"Comparing Profiles of Mother and Teacher Rated Prosocial Behaviors: The Role of Gender and Ethnicity"
SRCD 2019 Biennial Conference
March 21-23, 2019
Title: Comparing Profiles of Mother and Teacher Rated Prosocial Behaviors: The Role of Gender and Ethnicity (Poster)
Session: Moral Development
Authors: Su Jiang, Ting-Lan Ma, Sandi Simpkins, Deborah Vandell, Nicole Zarrett
Abstract: Studies of prosocial behaviors have typically used a variable-centered approach to examine children’s propensity to help, offer comfort, and show concern for peers. There is some evidence (Veenstra et al 2008) that teachers and mothers use different criteria for rating children’s prosocial behavior. Less is known about how mothers and teachers’ perspectives of child prosocial behavior differentiate from each other and what contributes to the difference. This study took a pattern-centered approach to explore the profiles of mother- and teacher-report 4th grade prosocial behavior to understand the shared and unique perspectives of mothers and teachers, and to examine how gender and ethnicity associated with the differences between mothers and teachers’ perceptions of child prosocial behavior.
Data were drawn from the NICHD study of Early Childcare and Youth Development (n=877; 47% girls; 78% White, 10% African American, 7% Hispanic students). Mothers and teachers reported on nine aspects of children’s prosocial behaviors (e.g. friendly toward other children) at 4th grade (Ladd & Profilet, 1996). We conducted latent profile analysis on the 9 items in Mplus 8.0 using full information maximum likelihood estimation with robust SEs.
The four-class solution as the best fit for both mother and teacher reports based on multiple fit indices. The profiles consisted of children who are rated as highly prosocial on all 9 behaviors (labeled high prosocial) (n=621 for mothers, n=595 for teachers), highly friendly but less kind (labeled friendly but less kind) (n=166 for mothers, n=67 for teachers), highly kind but less friendly (labeled kind but less friendly) (n=37 for mothers, n=58 for teachers), and low in all prosocial behaviors (labeled low prosocial) (n=53 for mothers, n=157 for teachers).

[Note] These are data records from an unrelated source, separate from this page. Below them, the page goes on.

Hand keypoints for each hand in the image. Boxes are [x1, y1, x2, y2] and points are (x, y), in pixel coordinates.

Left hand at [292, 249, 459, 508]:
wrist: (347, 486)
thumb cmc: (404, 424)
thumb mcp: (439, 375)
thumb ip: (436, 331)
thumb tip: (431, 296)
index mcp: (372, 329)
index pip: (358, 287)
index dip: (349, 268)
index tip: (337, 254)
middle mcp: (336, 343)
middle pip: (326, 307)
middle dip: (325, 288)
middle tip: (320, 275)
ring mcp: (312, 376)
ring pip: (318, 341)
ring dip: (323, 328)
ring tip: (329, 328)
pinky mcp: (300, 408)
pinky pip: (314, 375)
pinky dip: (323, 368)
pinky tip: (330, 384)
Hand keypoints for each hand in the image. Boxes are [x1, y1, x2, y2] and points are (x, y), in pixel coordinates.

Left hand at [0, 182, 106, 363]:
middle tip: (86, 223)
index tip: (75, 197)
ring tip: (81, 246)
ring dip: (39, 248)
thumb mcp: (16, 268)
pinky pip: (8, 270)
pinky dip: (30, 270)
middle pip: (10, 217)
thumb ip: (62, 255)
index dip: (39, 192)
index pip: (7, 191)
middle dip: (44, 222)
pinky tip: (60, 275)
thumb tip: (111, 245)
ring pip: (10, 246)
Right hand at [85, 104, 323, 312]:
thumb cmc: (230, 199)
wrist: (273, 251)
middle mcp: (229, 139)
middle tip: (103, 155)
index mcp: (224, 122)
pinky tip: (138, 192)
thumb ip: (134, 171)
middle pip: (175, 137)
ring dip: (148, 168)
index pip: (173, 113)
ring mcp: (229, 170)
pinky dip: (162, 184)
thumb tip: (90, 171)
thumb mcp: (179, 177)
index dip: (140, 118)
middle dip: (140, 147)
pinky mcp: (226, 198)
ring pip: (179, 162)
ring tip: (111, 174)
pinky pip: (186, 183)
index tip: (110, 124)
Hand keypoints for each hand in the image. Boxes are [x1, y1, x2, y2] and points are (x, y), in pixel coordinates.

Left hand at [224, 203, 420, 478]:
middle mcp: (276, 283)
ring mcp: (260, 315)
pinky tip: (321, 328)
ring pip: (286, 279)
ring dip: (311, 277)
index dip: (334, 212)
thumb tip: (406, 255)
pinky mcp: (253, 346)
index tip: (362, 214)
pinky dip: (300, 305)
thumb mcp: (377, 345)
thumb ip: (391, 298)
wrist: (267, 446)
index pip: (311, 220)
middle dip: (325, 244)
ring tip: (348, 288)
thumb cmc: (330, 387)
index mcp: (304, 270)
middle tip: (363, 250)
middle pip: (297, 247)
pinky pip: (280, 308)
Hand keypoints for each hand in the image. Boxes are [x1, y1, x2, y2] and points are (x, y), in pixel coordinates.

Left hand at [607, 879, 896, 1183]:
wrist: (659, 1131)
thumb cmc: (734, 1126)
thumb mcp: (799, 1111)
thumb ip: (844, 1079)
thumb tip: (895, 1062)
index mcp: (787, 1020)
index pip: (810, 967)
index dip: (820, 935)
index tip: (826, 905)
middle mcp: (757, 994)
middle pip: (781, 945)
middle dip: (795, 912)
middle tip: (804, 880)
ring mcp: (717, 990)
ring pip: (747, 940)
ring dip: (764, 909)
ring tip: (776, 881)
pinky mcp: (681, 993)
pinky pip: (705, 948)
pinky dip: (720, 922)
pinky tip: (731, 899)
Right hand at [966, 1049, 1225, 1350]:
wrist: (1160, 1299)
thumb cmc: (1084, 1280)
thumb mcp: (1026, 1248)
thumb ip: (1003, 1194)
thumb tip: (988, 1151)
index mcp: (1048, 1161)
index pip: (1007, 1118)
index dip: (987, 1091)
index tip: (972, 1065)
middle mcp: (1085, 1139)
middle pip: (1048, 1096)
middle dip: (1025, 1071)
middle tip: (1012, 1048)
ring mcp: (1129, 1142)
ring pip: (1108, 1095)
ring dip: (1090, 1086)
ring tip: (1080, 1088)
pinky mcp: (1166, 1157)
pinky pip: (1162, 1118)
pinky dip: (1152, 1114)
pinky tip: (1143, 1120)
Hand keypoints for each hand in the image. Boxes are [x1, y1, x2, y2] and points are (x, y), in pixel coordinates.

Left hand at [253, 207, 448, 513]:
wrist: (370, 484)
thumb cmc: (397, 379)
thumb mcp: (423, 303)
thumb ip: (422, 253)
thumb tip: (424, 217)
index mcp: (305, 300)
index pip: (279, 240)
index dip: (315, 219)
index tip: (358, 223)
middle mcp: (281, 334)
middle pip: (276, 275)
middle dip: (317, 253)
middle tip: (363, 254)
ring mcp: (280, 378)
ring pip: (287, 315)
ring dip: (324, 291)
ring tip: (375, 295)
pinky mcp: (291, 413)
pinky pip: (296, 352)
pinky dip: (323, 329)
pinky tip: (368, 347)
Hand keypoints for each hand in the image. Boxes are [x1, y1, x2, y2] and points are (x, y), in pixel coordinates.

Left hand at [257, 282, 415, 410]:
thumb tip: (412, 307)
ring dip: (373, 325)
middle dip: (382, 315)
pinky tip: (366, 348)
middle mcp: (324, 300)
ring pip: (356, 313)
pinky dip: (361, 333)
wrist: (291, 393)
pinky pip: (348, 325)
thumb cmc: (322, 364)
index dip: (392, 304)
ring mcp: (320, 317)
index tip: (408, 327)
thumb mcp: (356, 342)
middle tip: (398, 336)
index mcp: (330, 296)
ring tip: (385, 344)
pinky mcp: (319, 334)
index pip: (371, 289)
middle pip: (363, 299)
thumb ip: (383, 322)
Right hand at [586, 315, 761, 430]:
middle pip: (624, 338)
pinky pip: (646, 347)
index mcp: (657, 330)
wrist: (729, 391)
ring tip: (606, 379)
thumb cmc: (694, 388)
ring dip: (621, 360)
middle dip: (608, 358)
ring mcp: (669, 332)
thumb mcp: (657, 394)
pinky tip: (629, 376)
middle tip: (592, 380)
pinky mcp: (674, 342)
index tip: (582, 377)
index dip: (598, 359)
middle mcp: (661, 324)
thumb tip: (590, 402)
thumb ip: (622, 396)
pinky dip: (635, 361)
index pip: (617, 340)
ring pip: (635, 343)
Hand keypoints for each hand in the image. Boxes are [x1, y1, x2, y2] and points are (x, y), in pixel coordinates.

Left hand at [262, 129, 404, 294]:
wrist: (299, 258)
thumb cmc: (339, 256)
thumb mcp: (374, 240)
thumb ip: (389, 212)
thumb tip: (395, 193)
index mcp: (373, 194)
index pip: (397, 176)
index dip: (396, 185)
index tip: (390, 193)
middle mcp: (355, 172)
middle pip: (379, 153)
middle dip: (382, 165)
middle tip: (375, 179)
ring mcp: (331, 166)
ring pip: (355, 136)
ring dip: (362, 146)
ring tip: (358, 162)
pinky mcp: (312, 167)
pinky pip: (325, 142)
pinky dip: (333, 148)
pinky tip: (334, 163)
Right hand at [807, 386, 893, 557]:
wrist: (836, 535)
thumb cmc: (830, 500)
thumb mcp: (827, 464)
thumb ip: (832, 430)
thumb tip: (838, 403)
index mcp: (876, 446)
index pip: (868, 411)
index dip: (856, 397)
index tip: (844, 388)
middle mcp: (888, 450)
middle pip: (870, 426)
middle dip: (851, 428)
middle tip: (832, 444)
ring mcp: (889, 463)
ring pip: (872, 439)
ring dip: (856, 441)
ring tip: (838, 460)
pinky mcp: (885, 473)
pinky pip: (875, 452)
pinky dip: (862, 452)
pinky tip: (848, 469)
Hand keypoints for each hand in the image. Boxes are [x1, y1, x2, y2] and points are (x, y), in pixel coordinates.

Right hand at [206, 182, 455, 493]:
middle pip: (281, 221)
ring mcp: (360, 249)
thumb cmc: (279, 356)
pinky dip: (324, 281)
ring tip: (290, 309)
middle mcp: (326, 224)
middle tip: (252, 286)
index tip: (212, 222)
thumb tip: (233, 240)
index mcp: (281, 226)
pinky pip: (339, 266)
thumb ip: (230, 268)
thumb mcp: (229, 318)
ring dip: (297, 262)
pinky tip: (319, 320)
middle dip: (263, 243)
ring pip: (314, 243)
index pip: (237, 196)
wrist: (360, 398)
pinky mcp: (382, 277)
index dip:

Between mothers and teachers’ latent profiles on prosocial behavior, there is more consistency in high prosocial and low prosocial groups and less consistency in groups in between, for example, students who were rated friendly but less kind by mother overrepresented in teacher report low prosocial group. Chi-square tests suggest that girls and White students were overrepresented in the high prosocial group as rated by mothers and teachers. In contrast, African American students were overrepresented in the low prosocial group as rated by both reporters. Multinomial logistic regression tests were conducted to predict teacher report prosocial profile numbers (1-low prosocial, 4-high prosocial) using gender and ethnicity controlling for mother report profiles. Results suggest that comparing to mothers, teachers would rate males and African American students into low prosocial profile.
Mother and teacher reports of students’ 4th grade prosocial behavior demonstrated the consistent patterns of children’ prosocial behavior. However, the disparity of the composition of each profile between mothers and teachers’ perceptions of children prosocial behavior not only demonstrates mothers and teachers use difference criteria for rating children’s prosocial behavior, it also underscored the existence of the stereotypic gender roles that females are expected and believed to be friendlier and more prosocial, and the ethnicity bias that African American students are less prosocial than other ethnic groups.